Purification and some properties of tartrate-sensitive acid phosphatase from rabbit kidney cortex

Abstract

Two forms of tartrate-sensitive acid phosphatases (EC 3.1.3.2) were purified from rabbit kidney cortex by a multiple-column-chromatography method. The basic form constituted 90% of the enzyme and migrated as a single band of protein on polyacrylamide-gel electrophoresis. The proteins contaminating the acidic form did not exceed 5% of the total protein. The specific activity towards p-nitrophenyl phosphate was 12 .mu.mol/min per mg for the basic form and 0.7 .mu.mol/min per mg for the acidic form. The basic form of the enzyme differs from the acidic form in its heat-stability, Km values, inhibition rates by tartrate and fluoride and substrate specificities. Relative to p-nitrophenyl phosphate hydrolysis rate, the acidic form hydrolyzed a variety of physiological monophosphate esters, whereas the basic form hydrolyzed only CMP and phosphoenolpyruvate.
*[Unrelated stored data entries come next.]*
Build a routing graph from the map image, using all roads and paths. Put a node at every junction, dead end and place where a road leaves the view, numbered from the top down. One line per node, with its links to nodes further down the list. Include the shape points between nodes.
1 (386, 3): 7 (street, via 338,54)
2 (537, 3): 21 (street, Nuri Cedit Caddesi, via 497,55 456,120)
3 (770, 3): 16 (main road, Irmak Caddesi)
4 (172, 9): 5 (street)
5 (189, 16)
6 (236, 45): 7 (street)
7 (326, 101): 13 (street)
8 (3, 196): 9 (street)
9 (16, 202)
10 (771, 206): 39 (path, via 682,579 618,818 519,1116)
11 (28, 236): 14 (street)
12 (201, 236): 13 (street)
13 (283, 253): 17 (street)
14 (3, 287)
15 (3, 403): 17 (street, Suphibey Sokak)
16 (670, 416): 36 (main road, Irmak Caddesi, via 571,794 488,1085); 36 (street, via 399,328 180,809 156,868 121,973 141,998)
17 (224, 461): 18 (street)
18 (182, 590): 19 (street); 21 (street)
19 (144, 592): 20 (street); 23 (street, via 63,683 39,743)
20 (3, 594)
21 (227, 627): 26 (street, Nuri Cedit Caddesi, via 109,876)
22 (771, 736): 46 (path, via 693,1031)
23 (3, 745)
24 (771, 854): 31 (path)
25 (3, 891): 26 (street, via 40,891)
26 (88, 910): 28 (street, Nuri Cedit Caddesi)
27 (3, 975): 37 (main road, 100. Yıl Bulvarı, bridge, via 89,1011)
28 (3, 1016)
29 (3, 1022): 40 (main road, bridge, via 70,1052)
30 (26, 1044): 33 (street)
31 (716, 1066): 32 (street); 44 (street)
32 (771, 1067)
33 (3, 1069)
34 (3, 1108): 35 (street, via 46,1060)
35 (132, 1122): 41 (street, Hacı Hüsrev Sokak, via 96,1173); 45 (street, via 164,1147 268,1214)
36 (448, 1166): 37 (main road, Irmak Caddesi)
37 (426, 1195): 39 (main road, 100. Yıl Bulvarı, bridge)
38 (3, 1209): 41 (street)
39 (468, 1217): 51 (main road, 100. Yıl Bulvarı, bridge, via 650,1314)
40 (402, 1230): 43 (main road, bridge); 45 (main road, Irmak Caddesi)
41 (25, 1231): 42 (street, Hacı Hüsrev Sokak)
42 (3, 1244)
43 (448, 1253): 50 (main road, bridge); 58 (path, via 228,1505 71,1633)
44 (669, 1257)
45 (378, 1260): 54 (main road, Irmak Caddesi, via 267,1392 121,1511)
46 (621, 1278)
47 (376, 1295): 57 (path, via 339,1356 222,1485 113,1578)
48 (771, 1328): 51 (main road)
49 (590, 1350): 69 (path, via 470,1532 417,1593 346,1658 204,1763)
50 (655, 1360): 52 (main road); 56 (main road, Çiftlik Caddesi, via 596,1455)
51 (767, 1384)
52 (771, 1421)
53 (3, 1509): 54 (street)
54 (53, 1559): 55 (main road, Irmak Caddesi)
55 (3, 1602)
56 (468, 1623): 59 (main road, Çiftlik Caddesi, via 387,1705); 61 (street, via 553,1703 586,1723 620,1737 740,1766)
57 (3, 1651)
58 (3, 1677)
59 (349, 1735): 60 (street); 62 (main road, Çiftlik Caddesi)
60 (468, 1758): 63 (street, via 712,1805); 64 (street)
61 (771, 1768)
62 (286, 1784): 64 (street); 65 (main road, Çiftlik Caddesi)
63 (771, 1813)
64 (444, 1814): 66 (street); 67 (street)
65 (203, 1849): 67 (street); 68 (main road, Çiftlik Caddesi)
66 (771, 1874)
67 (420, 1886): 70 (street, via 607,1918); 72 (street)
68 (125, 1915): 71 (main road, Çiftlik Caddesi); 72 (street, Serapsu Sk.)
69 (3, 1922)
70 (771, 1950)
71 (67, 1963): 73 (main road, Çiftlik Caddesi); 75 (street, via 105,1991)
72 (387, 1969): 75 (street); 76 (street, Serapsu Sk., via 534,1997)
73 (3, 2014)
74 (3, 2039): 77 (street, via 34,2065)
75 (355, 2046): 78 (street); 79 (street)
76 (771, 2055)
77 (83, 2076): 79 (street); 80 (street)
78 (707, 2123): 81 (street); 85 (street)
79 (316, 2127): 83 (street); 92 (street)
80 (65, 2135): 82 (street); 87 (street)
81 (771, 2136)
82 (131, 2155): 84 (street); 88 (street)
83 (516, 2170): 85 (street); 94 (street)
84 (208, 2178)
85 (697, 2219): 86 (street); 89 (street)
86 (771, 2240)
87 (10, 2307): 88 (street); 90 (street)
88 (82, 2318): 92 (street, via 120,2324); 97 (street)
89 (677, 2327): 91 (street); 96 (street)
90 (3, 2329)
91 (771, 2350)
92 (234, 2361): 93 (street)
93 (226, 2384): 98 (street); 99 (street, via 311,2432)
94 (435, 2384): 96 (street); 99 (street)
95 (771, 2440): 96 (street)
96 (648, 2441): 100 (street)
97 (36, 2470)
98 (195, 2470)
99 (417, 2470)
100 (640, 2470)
Bacterial neuraminidases had no effect on the activity and mobility of the acidic form on polyacrylamide-gel electrophoresis. Both forms have the same MW (101,000 .+-. 4000) and are probably composed of 2 identical subunits. The question of whether the 2 forms of the enzyme are different proteins or whether one is a modified form of the other is discussed.